_About this exercise_
Each line below that contains "улица" should be counted; give the total alone.

___ Study material

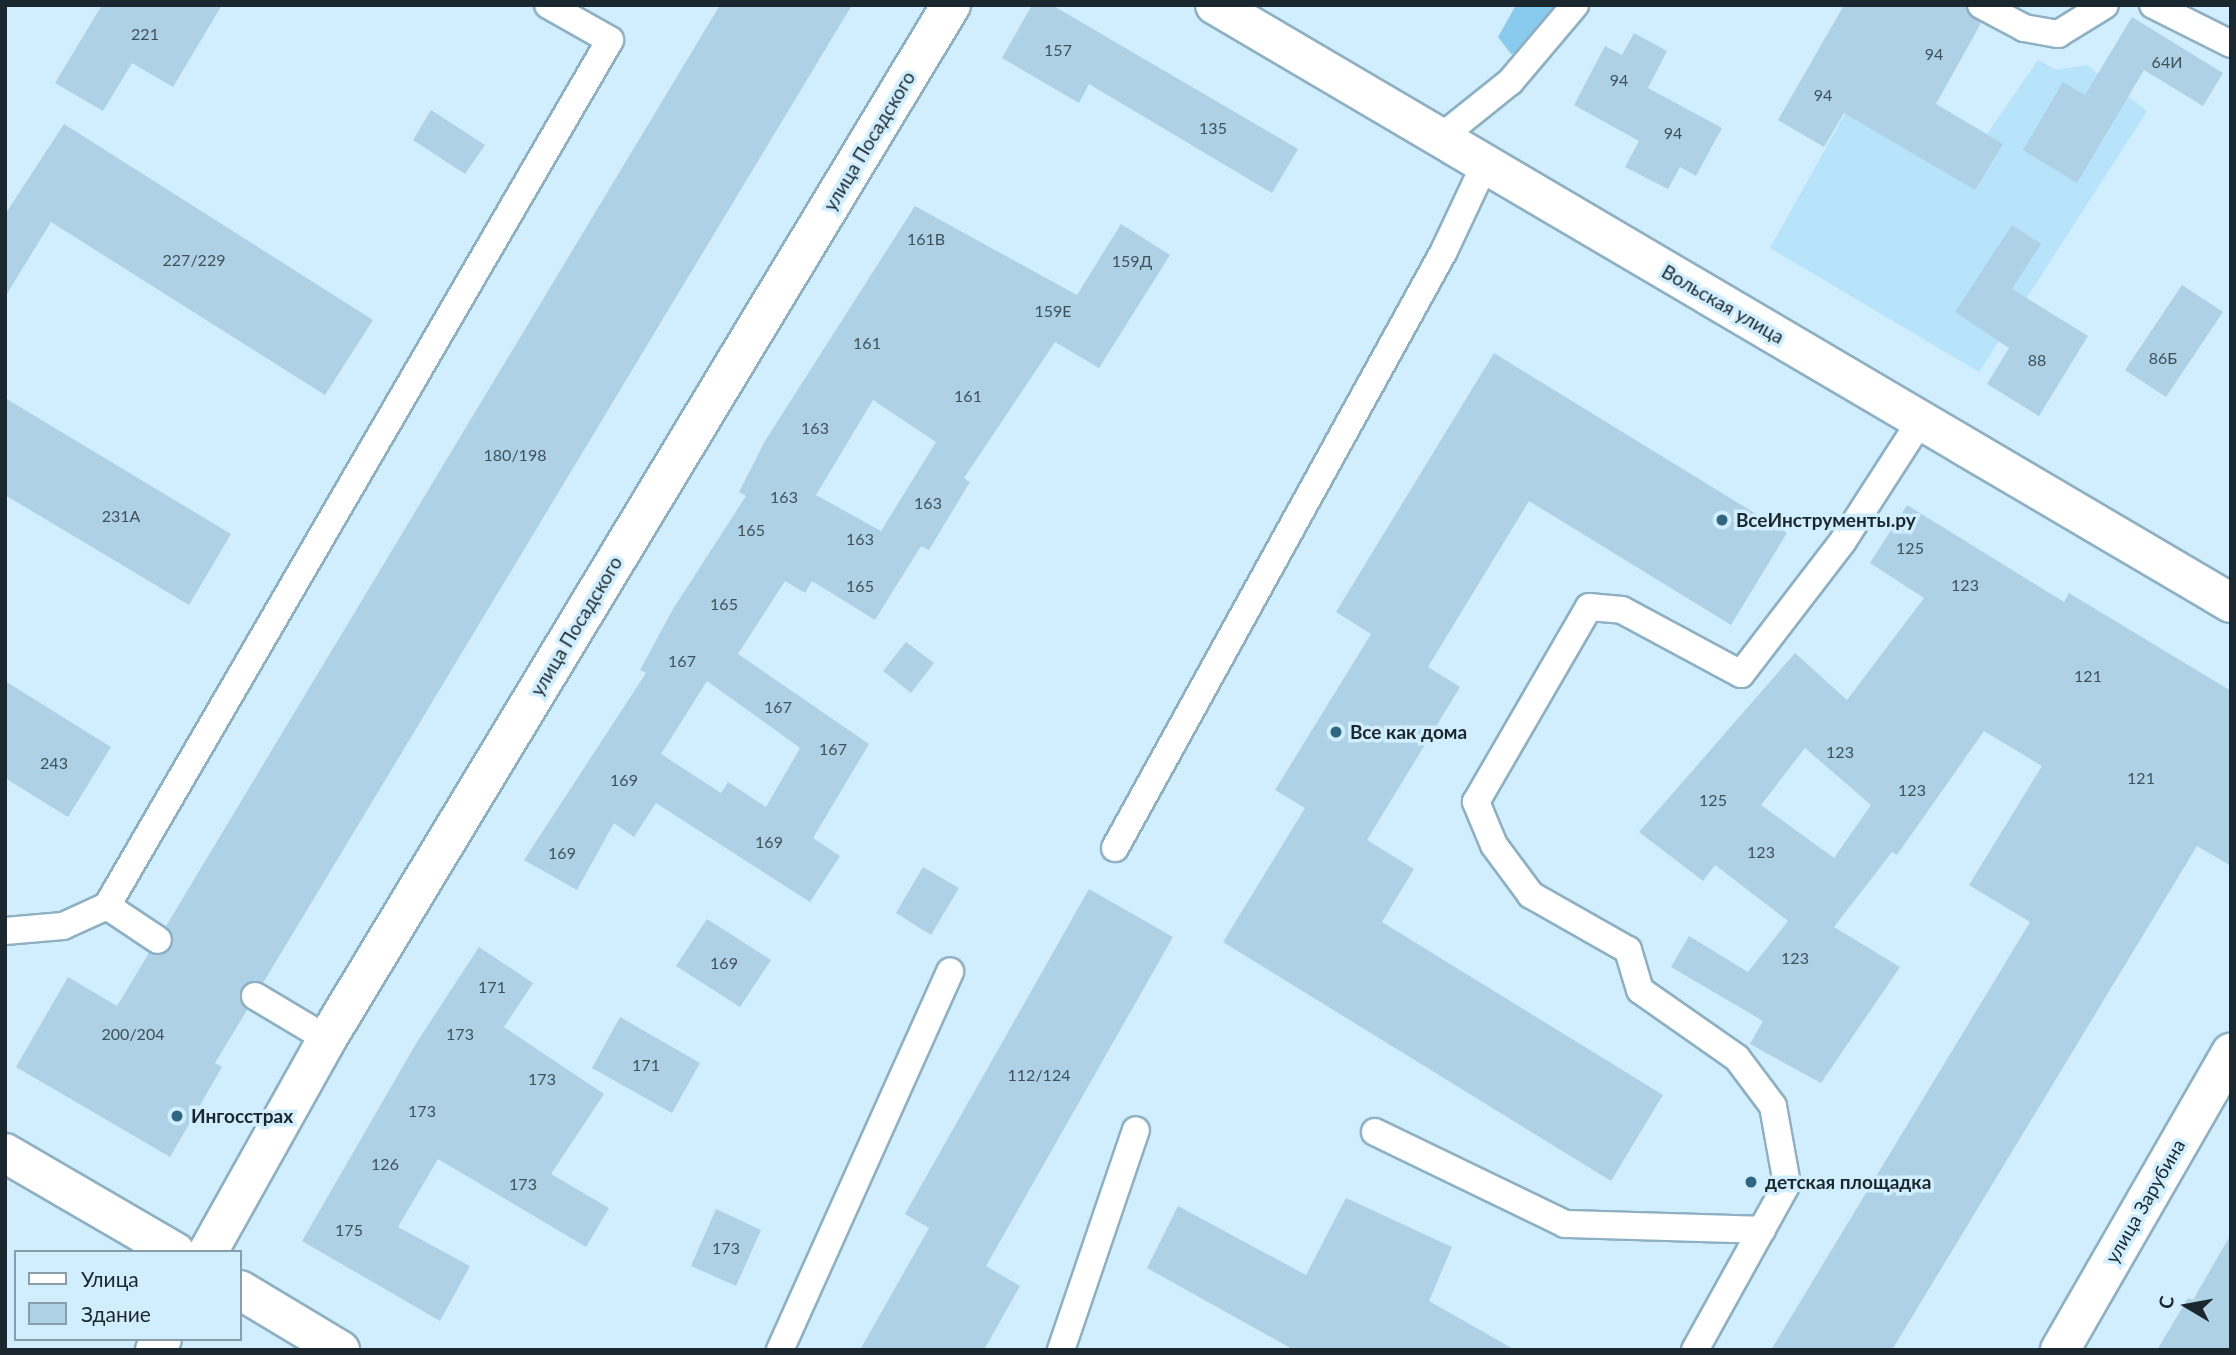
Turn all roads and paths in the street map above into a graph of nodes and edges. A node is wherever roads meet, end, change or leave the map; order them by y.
1 (548, 5) edge
2 (951, 5) edge
3 (1215, 5) edge
4 (1575, 5) edge
5 (1981, 5) edge
6 (2105, 5) edge
7 (2153, 5) edge
8 (590, 15) edge
9 (2231, 44) edge
10 (1440, 138) junction
11 (1485, 164) junction
12 (1921, 420) junction
13 (2231, 603) edge
14 (1115, 848) dead end
15 (107, 906) junction
16 (5, 931) edge
17 (158, 940) dead end
18 (950, 971) dead end
19 (255, 996) dead end
20 (327, 1039) junction
21 (2231, 1053) edge
22 (1136, 1130) dead end
23 (1375, 1132) dead end
24 (5, 1153) edge
25 (1762, 1230) junction
26 (172, 1250) edge
27 (209, 1250) edge
28 (242, 1291) edge
29 (340, 1350) edge
30 (780, 1350) edge
31 (1061, 1350) edge
32 (1695, 1350) edge
33 (2060, 1350) edge

1 - 8 lane
2 - 20 street, улица Посадского
3 - 10 street, Вольская улица
4 - 10 lane
5 - 6 lane
7 - 9 lane
8 - 15 lane
10 - 11 street, Вольская улица
11 - 12 street, Вольская улица
11 - 14 lane
12 - 13 street, Вольская улица
12 - 25 lane
15 - 16 lane
15 - 17 lane
18 - 30 lane
19 - 20 lane
20 - 27 street, улица Посадского
21 - 33 street, улица Зарубина
22 - 31 lane
23 - 25 lane
24 - 26 street
25 - 32 lane
28 - 29 street

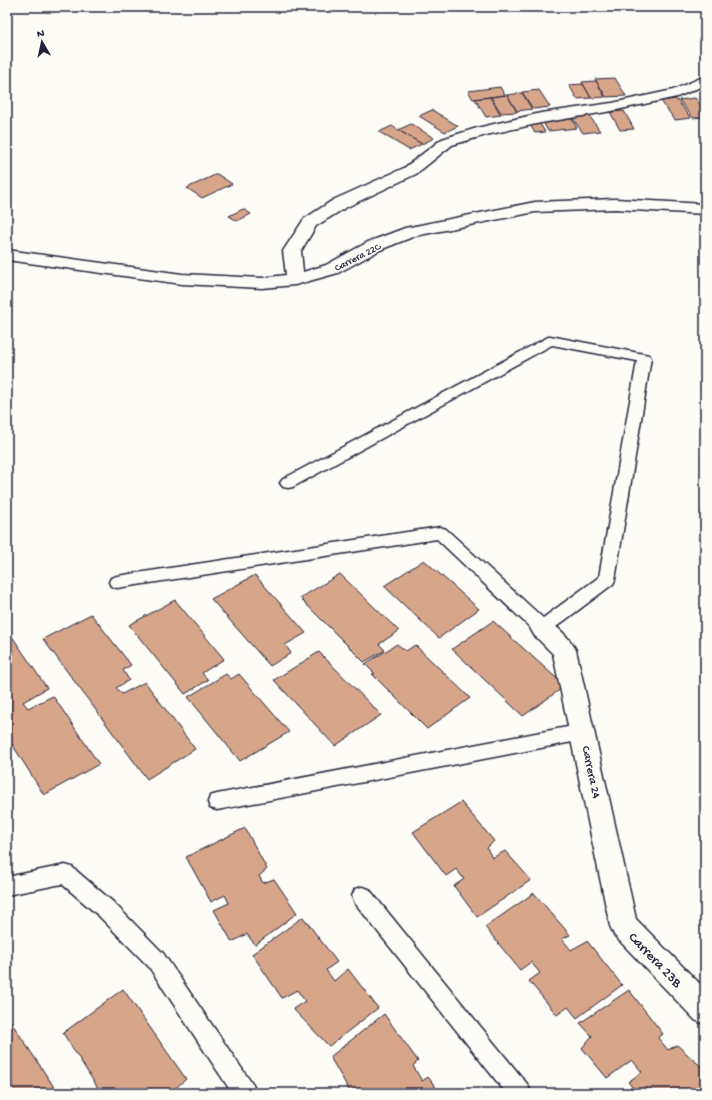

______

_Answer space_
7